While the majority of our members do oppose the war, fewer are seeing the support of the candidates on offer as the way out of it. There is increasing talk within the ranks of the betrayals by the Democratic Party in regards to working people. There is also a growing awareness of the dangers of trade unionism itself, as we witness the UAW machinations, among others.
I would have appreciated if all ILWU workers were called on to stay home, or otherwise stay away from the workplaces for the day. A number of us did arrange the day off, but there were enough people to shuffle schedules around so as to minimize the impact. For too many of us, it was business as usual. There was also some confusion within the ranks not directly involved as to whether the action was going to go ahead. I can understand not letting the bosses know until the last second, but to keep it from the workers who would have come out in support is not acceptable.
One part of the article particularly struck me—as often happens with these things—the injection of nationalism into the action. International Longshore and Warehouse Workers. International. It seems that the Iraqi port workers got that, but that the stateside leadership dropped the ball. Not the first time.
Portland, Oregon, USA
2 May 2008
The recent 1,000 delegate, federal government sponsored Australia 2020 Summit ignored the acute seriousness of the Climate Emergency facing the world. It found no solutions to climate change but “carbon neutral new housing after 2020” and oxymoronic “clean coal,” and would not even use the word “renewables.” While expert researchers have found that 1 in 3 Australian women are sexually abused as children, the Australia 2020 Summit further betrayed Australia’s kids by ignoring this horrendous reality.
Australia as a whole also “looks the other way” and refuses to see the “elephant in the room” in relation to 20 horrendous genocide events with which it has been associated over the last 220 years, either by itself or as an associate of British or American imperialism. Indeed Australia has a continuing involvement in ongoing Aboriginal, Palestinian, Iraqi, Biofuel, Climate and Afghan Genocides that are overwhelmingly not reported by mainstream media, politicians, teachers or academics.

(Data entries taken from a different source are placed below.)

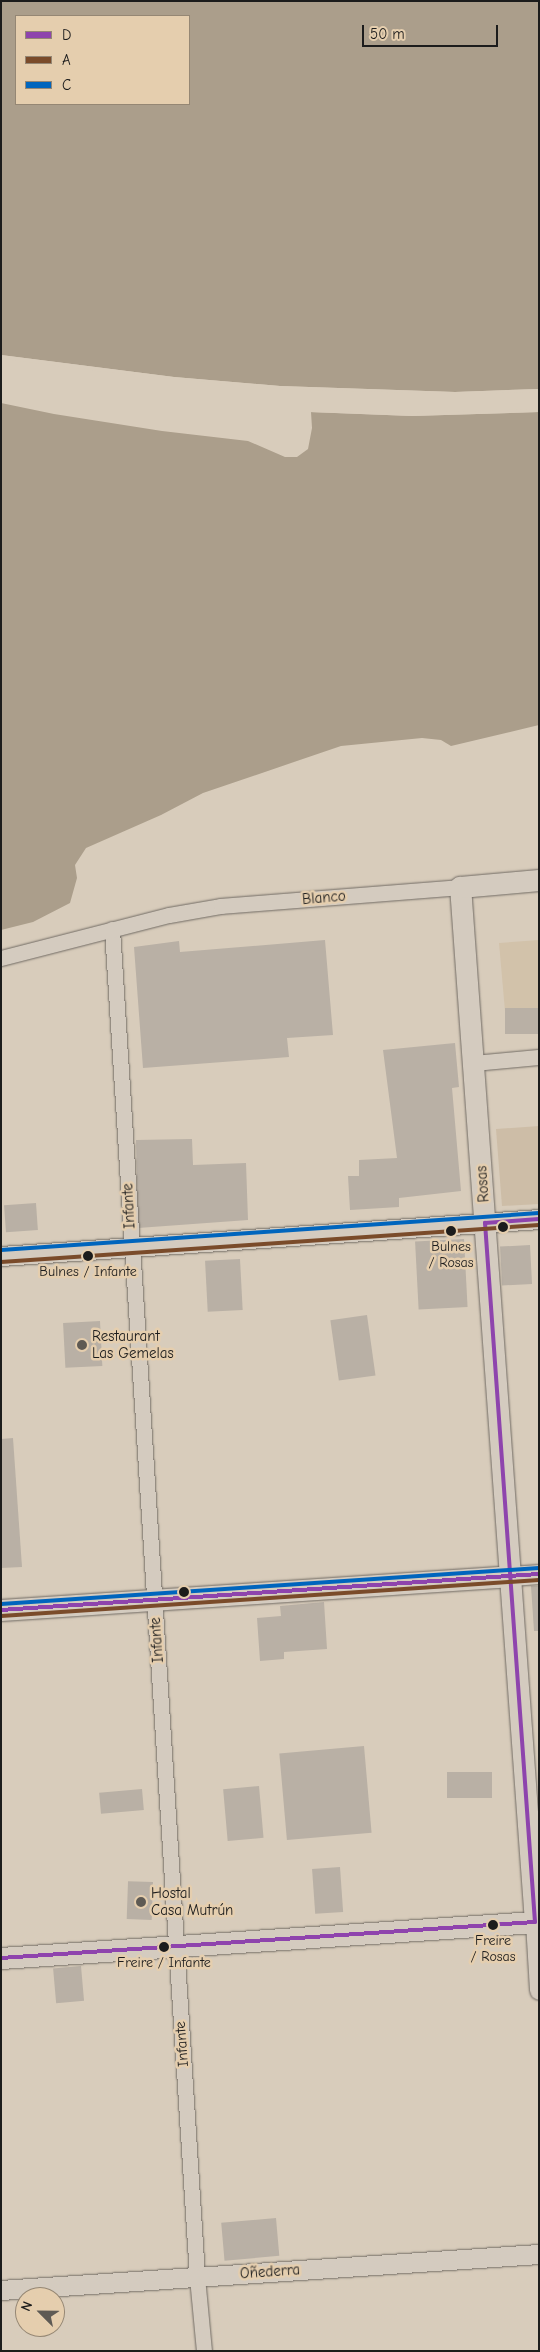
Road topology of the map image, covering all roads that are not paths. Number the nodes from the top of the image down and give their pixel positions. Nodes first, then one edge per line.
1 (539, 880) edge
2 (460, 887) junction
3 (112, 929) junction
4 (1, 958) edge
5 (539, 1057) edge
6 (473, 1063) junction
7 (539, 1219) edge
8 (485, 1222) junction
9 (132, 1247) junction
10 (1, 1256) edge
11 (539, 1574) edge
12 (511, 1576) junction
13 (154, 1600) junction
14 (1, 1610) edge
15 (537, 1922) edge
16 (176, 1946) junction
17 (1, 1958) edge
18 (539, 1990) edge
19 (539, 2254) edge
20 (197, 2277) junction
21 (1, 2290) edge
22 (204, 2351) edge

1 - 2 main road
2 - 3 street, Blanco
2 - 6 main road, Rosas
3 - 4 street, Blanco
3 - 9 street, Infante
5 - 6 street
6 - 8 main road, Rosas
7 - 8 street
8 - 9 street
8 - 12 main road, Rosas
9 - 10 street
9 - 13 street, Infante
11 - 12 street
12 - 13 main road
12 - 15 main road, Rosas
13 - 14 main road
13 - 16 street, Infante
15 - 16 main road
15 - 18 street, Rosas
16 - 17 main road
16 - 20 street, Infante
19 - 20 street, Oñederra
20 - 21 street, Oñederra
20 - 22 street, Infante

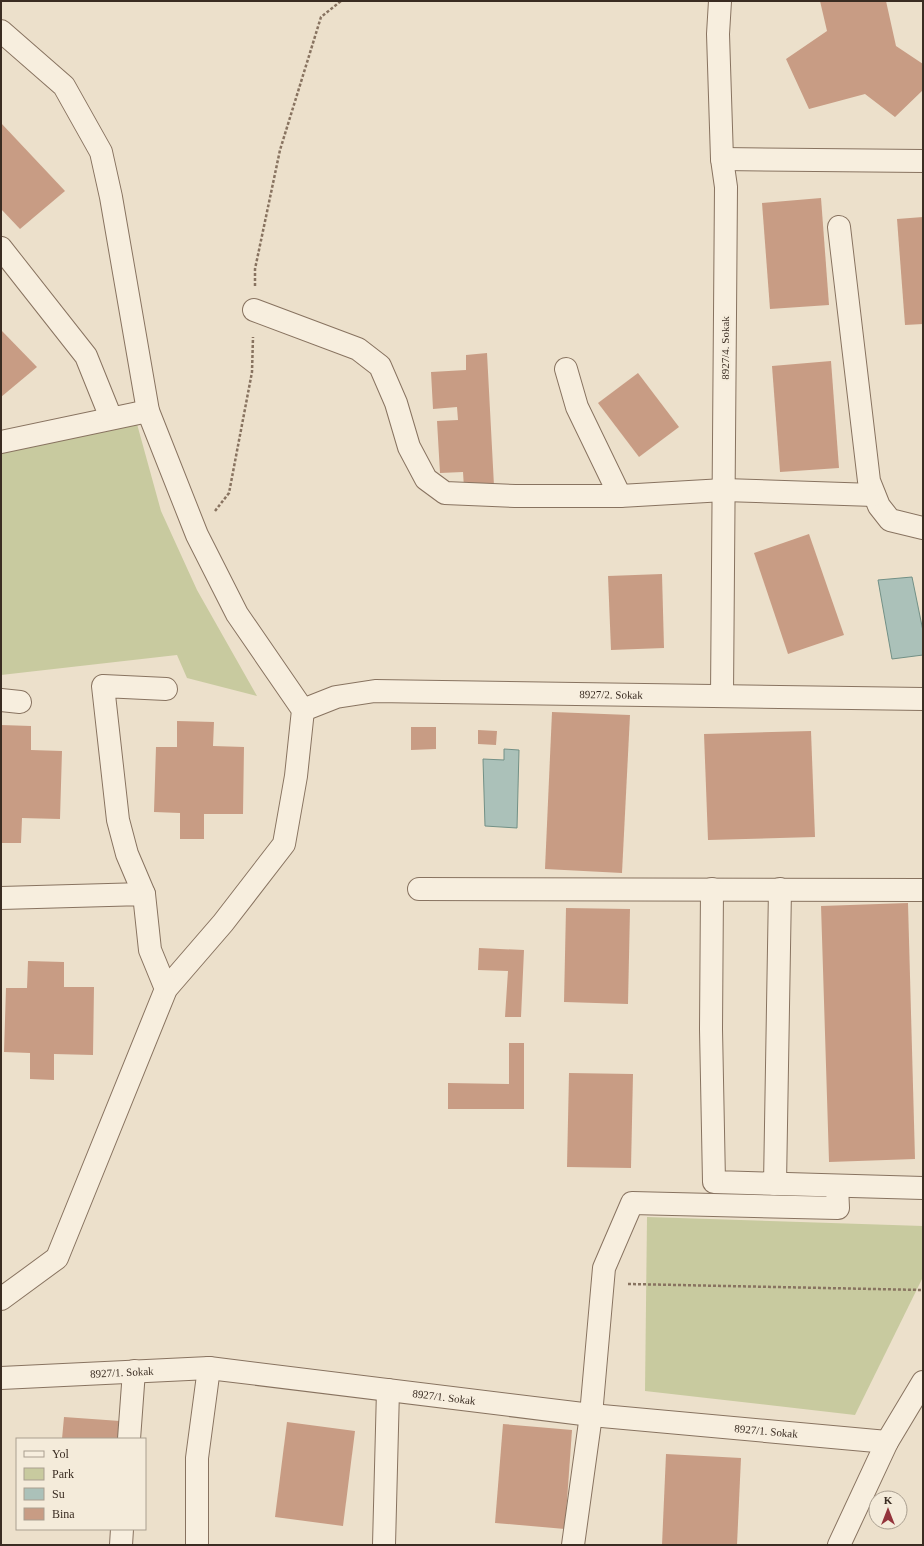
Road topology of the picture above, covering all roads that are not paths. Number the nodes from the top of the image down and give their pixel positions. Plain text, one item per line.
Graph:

Thus reported in the Chinese Shanghai Daily recently but not by Australian or Western media: “The annual infant death rate in occupied Afghanistan (6.2 percent) is 51 times that in occupier Australia, 38 times that in occupier US and similar to the ‘annual death rate’ of 10.2 percent for Australian prisoners of war of the Japanese in World War II—a war crime for which key Japanese leaders were tried and hanged.”